* [Data for this task]
────────────────────
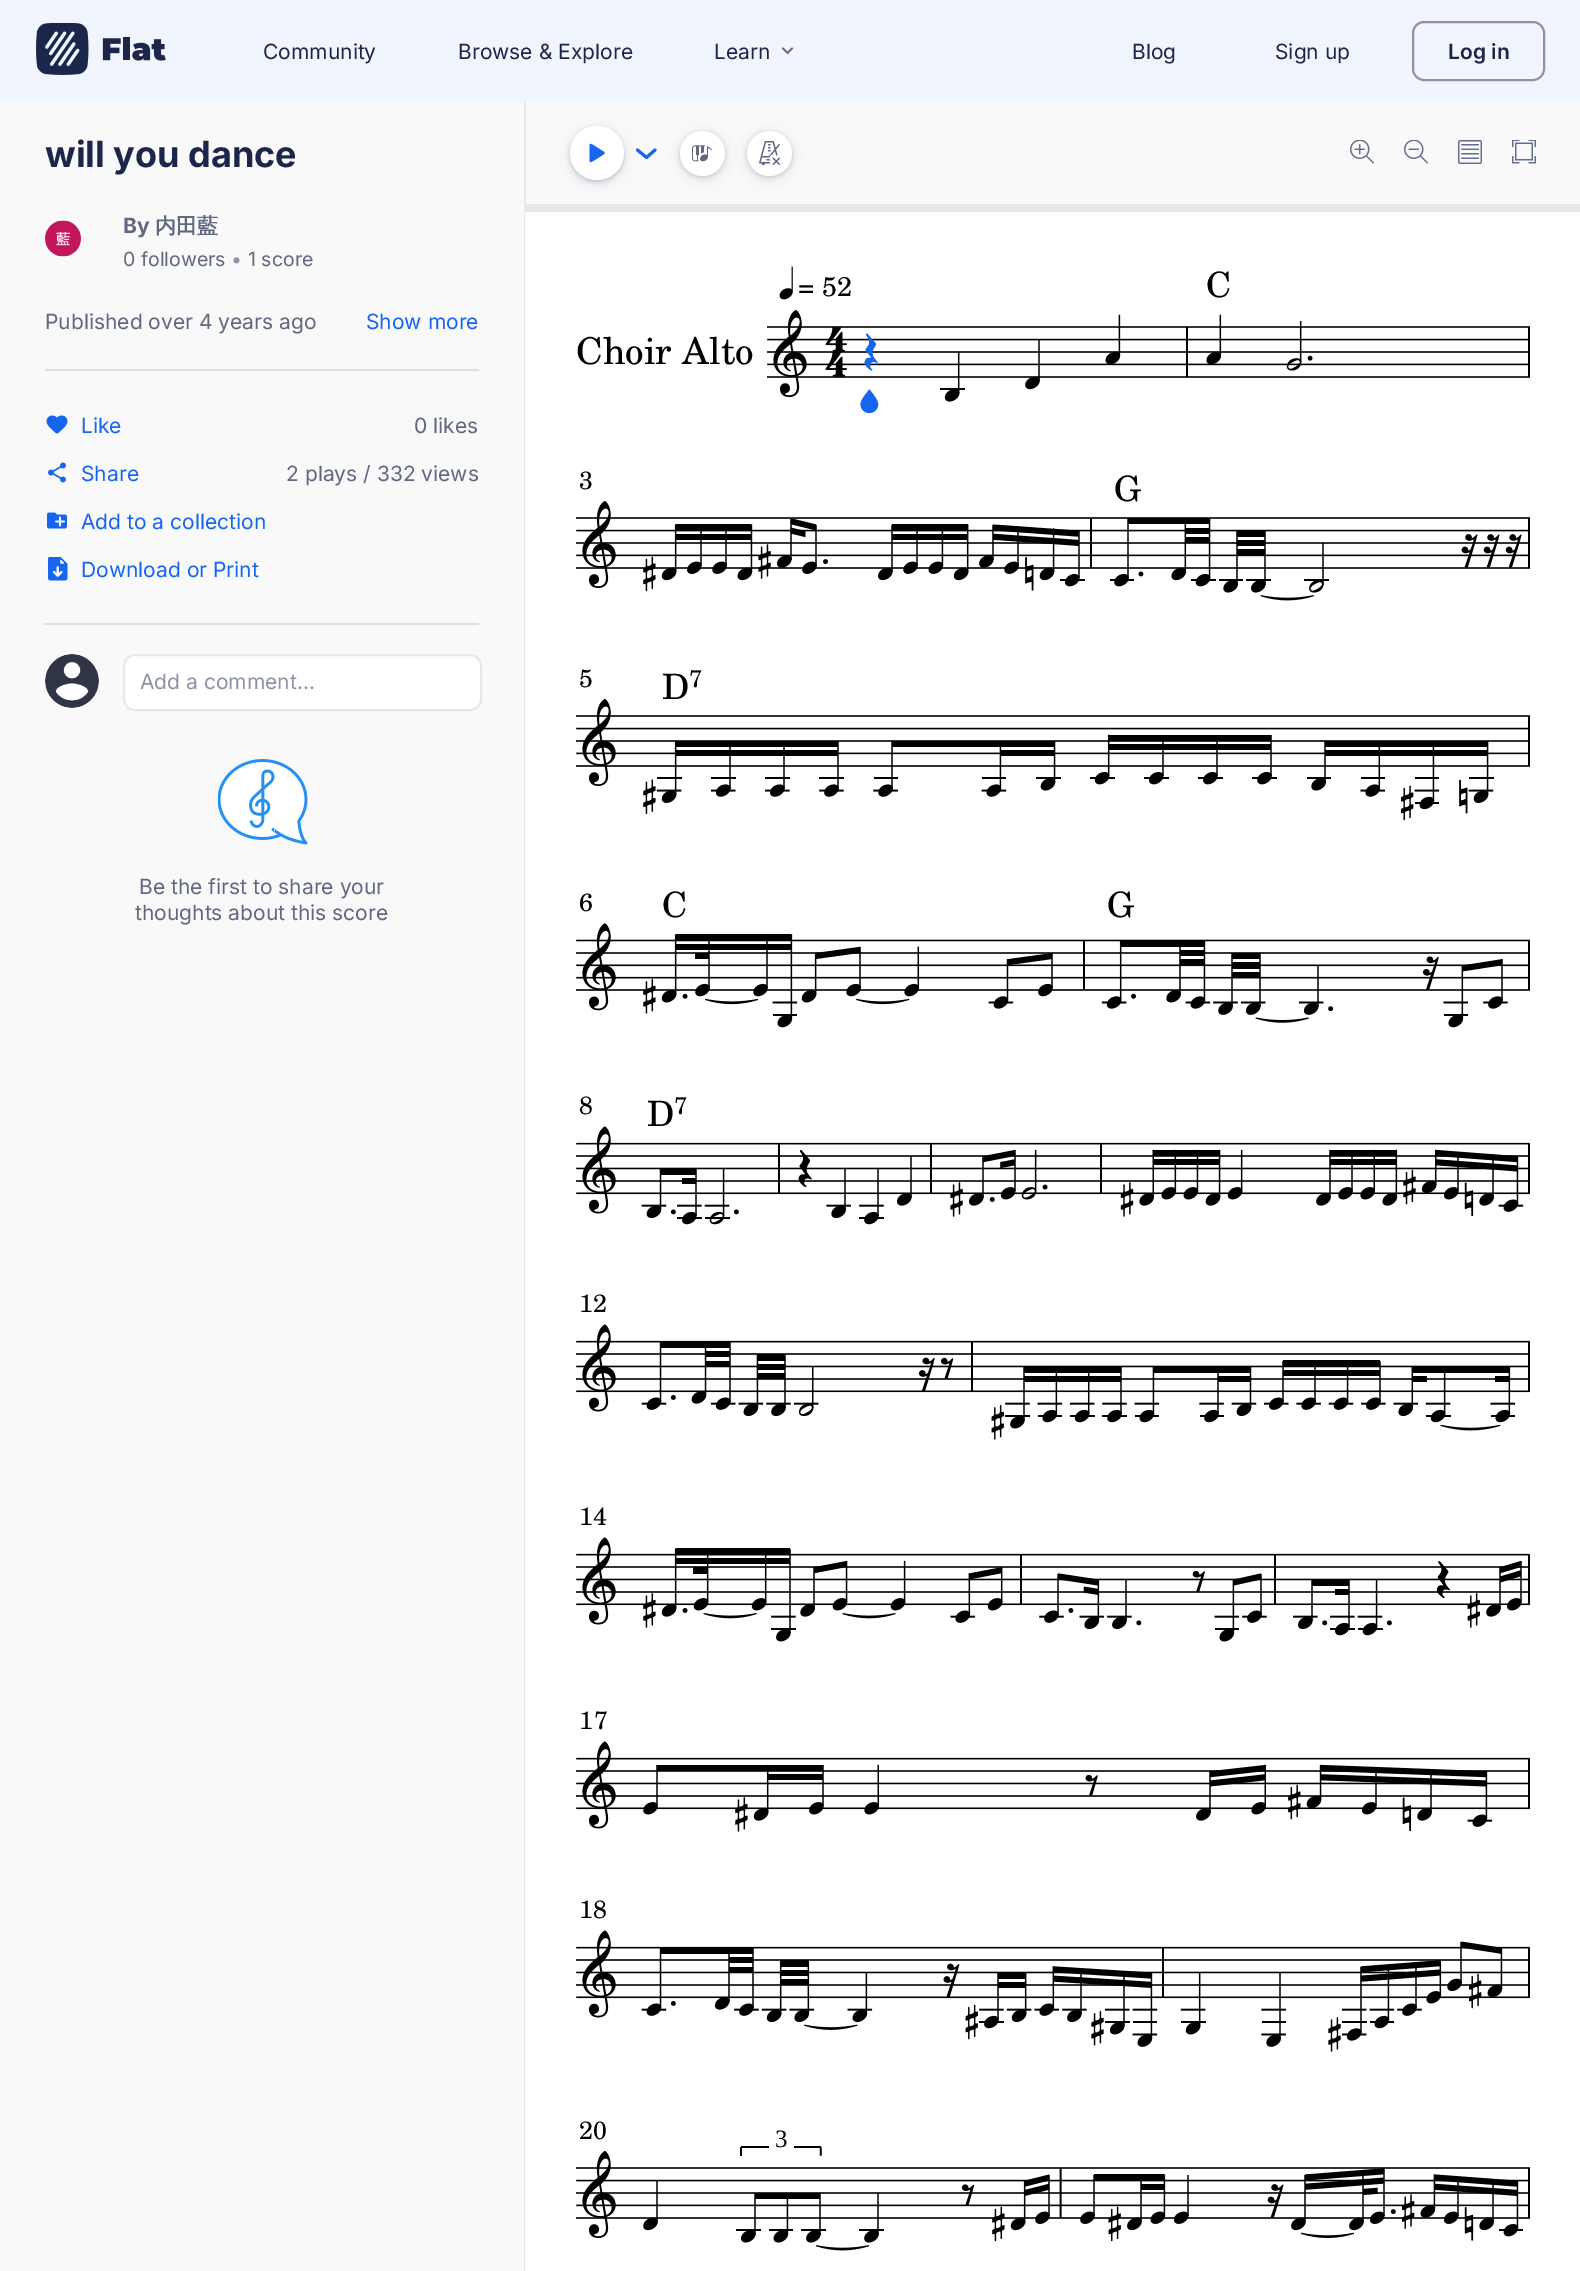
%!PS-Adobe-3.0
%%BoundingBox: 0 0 1580 2271
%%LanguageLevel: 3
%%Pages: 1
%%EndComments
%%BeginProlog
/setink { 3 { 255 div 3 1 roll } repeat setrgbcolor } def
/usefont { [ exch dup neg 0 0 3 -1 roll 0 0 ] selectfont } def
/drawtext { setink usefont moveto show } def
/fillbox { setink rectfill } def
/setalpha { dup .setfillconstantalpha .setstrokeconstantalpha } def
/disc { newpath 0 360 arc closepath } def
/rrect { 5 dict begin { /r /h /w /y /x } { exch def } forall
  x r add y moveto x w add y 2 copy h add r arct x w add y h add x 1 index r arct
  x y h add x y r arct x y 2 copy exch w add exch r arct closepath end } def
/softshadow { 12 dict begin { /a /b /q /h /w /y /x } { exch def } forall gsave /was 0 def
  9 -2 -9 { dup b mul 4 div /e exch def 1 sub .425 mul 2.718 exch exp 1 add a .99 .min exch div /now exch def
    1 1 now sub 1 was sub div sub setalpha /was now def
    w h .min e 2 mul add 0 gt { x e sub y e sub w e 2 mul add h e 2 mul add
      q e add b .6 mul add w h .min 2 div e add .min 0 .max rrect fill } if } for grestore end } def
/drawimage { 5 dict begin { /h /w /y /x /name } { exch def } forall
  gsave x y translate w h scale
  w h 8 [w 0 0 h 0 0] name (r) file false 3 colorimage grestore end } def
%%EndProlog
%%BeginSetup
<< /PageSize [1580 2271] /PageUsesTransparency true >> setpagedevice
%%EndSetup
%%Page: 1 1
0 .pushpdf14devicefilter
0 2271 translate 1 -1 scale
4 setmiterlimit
0 0 1580 2271 241 246 254 fillbox
(assets/img1.rgb) 36 23 130 52 drawimage
(Community) 263 59 /Inter-Regular 21 28 38 74 drawtext
(Browse & Explore) 458 59 /Inter-Regular 21 28 38 74 drawtext
(Learn) 714 59 /Inter-Regular 21 28 38 74 drawtext
(assets/img2.rgb) 781 47 12 8 drawimage
(Blog) 1132 59 /Inter-Regular 21 28 38 74 drawtext
(Sign up) 1275 59 /Inter-Regular 21 28 38 74 drawtext
141 147 165 setink
2 setlinewidth
1413 22 131 58 11 rrect stroke
(Log in) 1448 59 /Inter-SemiBold 21 28 38 74 drawtext
0 102 524 2169 249 249 250 fillbox
524 102 2 2169 231 232 236 fillbox
(will you dance) 45 167 /Inter-Bold 36 28 38 74 drawtext
255 255 255 setink
63 239 18 disc fill
(assets/img3.rgb) 45 220 36 37 drawimage
(By) 123 233 /Inter-Bold 21 95 103 129 drawtext
(内田藍) 155 233 /WenQuanYiZenHei-Bold 21 95 103 129 drawtext
(0 followers) 123 266 /Inter-Regular 19.5 95 103 129 drawtext
(•) 231 266 /Inter-Regular 19.5 141 147 165 drawtext
(1 score) 248 266 /Inter-Regular 19.5 95 103 129 drawtext
(Published over 4 years ago) 45 329 /Inter-Regular 21 95 103 129 drawtext
(Show more) 366 329 /Inter-Regular 21 21 101 239 drawtext
45 369 434 2 219 222 230 fillbox
(assets/img4.rgb) 46 415 22 19 drawimage
(Like) 81 433 /Inter-Regular 21 21 101 239 drawtext
(0 likes) 414 433 /Inter-Regular 21 95 103 129 drawtext
(assets/img5.rgb) 48 462 18 21 drawimage
(Share) 81 481 /Inter-Regular 21 21 101 239 drawtext
(2 plays / 332 views) 286 481 /Inter-Regular 21 95 103 129 drawtext
(assets/img6.rgb) 47 512 20 17 drawimage
(Add to a collection) 81 529 /Inter-Regular 21 21 101 239 drawtext
(assets/img7.rgb) 48 557 20 24 drawimage
(Download or Print) 81 577 /Inter-Regular 21 21 101 239 drawtext
45 623 434 2 219 222 230 fillbox
255 255 255 setink
72 681 27 disc fill
(assets/img8.rgb) 45 654 54 54 drawimage
124 655 357 55 11 rrect gsave fill grestore
231 232 236 setink
stroke
(Add a comment...) 140 689 /Inter-Regular 21 141 147 165 drawtext
(assets/img9.rgb) 218 759 90 86 drawimage
(Be the first to share your) 139 894 /Inter-Regular 21 95 103 129 drawtext
(thoughts about this score) 135 920 /Inter-Regular 21 95 103 129 drawtext
526 102 1054 102 249 249 250 fillbox
40 48 79 setink
570 128 54 54 27 2 0.2 softshadow
570 129 54 54 27 6 0.1 softshadow
255 255 255 setink
597 153 27 disc fill
(assets/img10.rgb) 589 143 16 20 drawimage
21 101 239 setink
3 setlinewidth
1 setlinecap
1 setlinejoin
637.5 150 moveto 646.5 157.5 lineto 655 150 lineto stroke
40 48 79 setink
680 132 45 45 22.5 2 0.2 softshadow
680 134 45 45 22.5 6 0.1 softshadow
255 255 255 setink
702.5 153.5 22.5 disc fill
(assets/img11.rgb) 692 145 20 17 drawimage
40 48 79 setink
747 132 45 45 22.5 2 0.2 softshadow
747 134 45 45 22.5 6 0.1 softshadow
255 255 255 setink
769.5 153.5 22.5 disc fill
(assets/img12.rgb) 759 141 21 24 drawimage
(assets/img13.rgb) 1350 140 24 24 drawimage
(assets/img14.rgb) 1404 140 24 24 drawimage
(assets/img15.rgb) 1458 140 24 24 drawimage
(assets/img16.rgb) 1512 140 24 24 drawimage
525 204 1055 8 231 232 236 fillbox
525 212 1055 2059 255 255 255 fillbox
(assets/img17.rgb) 767 266 763 148 drawimage
(= 52) 798 296 /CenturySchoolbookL-Regular 27 0 0 0 drawtext
(C) 1206 297 /CenturySchoolbookL-Regular 35 0 0 0 drawtext
(Choir Alto) 576 364 /CenturySchoolbookL-Regular 37 0 0 0 drawtext
(3) 579 489 /CenturySchoolbookL-Regular 25 0 0 0 drawtext
(assets/img18.rgb) 576 501 954 100 drawimage
(G) 1114 501 /CenturySchoolbookL-Regular 35 0 0 0 drawtext
(5) 579 687 /CenturySchoolbookL-Regular 25 0 0 0 drawtext
(D) 662 699 /CenturySchoolbookL-Regular 35 0 0 0 drawtext
(7) 689 687 /CenturySchoolbookL-Regular 24 0 0 0 drawtext
(assets/img19.rgb) 576 699 954 122 drawimage
(6) 579 911 /CenturySchoolbookL-Regular 25 0 0 0 drawtext
(C) 662 917 /CenturySchoolbookL-Regular 35 0 0 0 drawtext
(G) 1107 917 /CenturySchoolbookL-Regular 35 0 0 0 drawtext
(assets/img20.rgb) 576 923 954 105 drawimage
(8) 579 1114 /CenturySchoolbookL-Regular 25 0 0 0 drawtext
(D) 647 1126 /CenturySchoolbookL-Regular 35 0 0 0 drawtext
(7) 674 1114 /CenturySchoolbookL-Regular 24 0 0 0 drawtext
(assets/img21.rgb) 576 1126 954 99 drawimage
(12) 579 1312 /CenturySchoolbookL-Regular 25 0 0 0 drawtext
(assets/img22.rgb) 576 1324 954 116 drawimage
(14) 579 1525 /CenturySchoolbookL-Regular 25 0 0 0 drawtext
(assets/img23.rgb) 576 1537 954 105 drawimage
579 1729 moveto 1 0 (17) ashow
(assets/img24.rgb) 576 1741 954 91 drawimage
(18) 579 1918 /CenturySchoolbookL-Regular 25 0 0 0 drawtext
(assets/img25.rgb) 576 1930 954 122 drawimage
(20) 579 2139 /CenturySchoolbookL-Regular 25 0 0 0 drawtext
(assets/img26.rgb) 576 2146 954 105 drawimage
(3) 775 2147 /LiberationSerif-Regular 25 0 0 0 drawtext
.poppdf14devicefilter showpage
%%EOF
────────────────────
* [Work to complete] Repeat word for word the lines above that run from the line containing "gsave /was 0 def" through the line containing "0 2271 translate 1 -1 scale", both ends included, and nothing else.

* [Answer for this exercise]
/softshadow { 12 dict begin { /a /b /q /h /w /y /x } { exch def } forall gsave /was 0 def
  9 -2 -9 { dup b mul 4 div /e exch def 1 sub .425 mul 2.718 exch exp 1 add a .99 .min exch div /now exch def
    1 1 now sub 1 was sub div sub setalpha /was now def
    w h .min e 2 mul add 0 gt { x e sub y e sub w e 2 mul add h e 2 mul add
      q e add b .6 mul add w h .min 2 div e add .min 0 .max rrect fill } if } for grestore end } def
/drawimage { 5 dict begin { /h /w /y /x /name } { exch def } forall
  gsave x y translate w h scale
  w h 8 [w 0 0 h 0 0] name (r) file false 3 colorimage grestore end } def
%%EndProlog
%%BeginSetup
<< /PageSize [1580 2271] /PageUsesTransparency true >> setpagedevice
%%EndSetup
%%Page: 1 1
0 .pushpdf14devicefilter
0 2271 translate 1 -1 scale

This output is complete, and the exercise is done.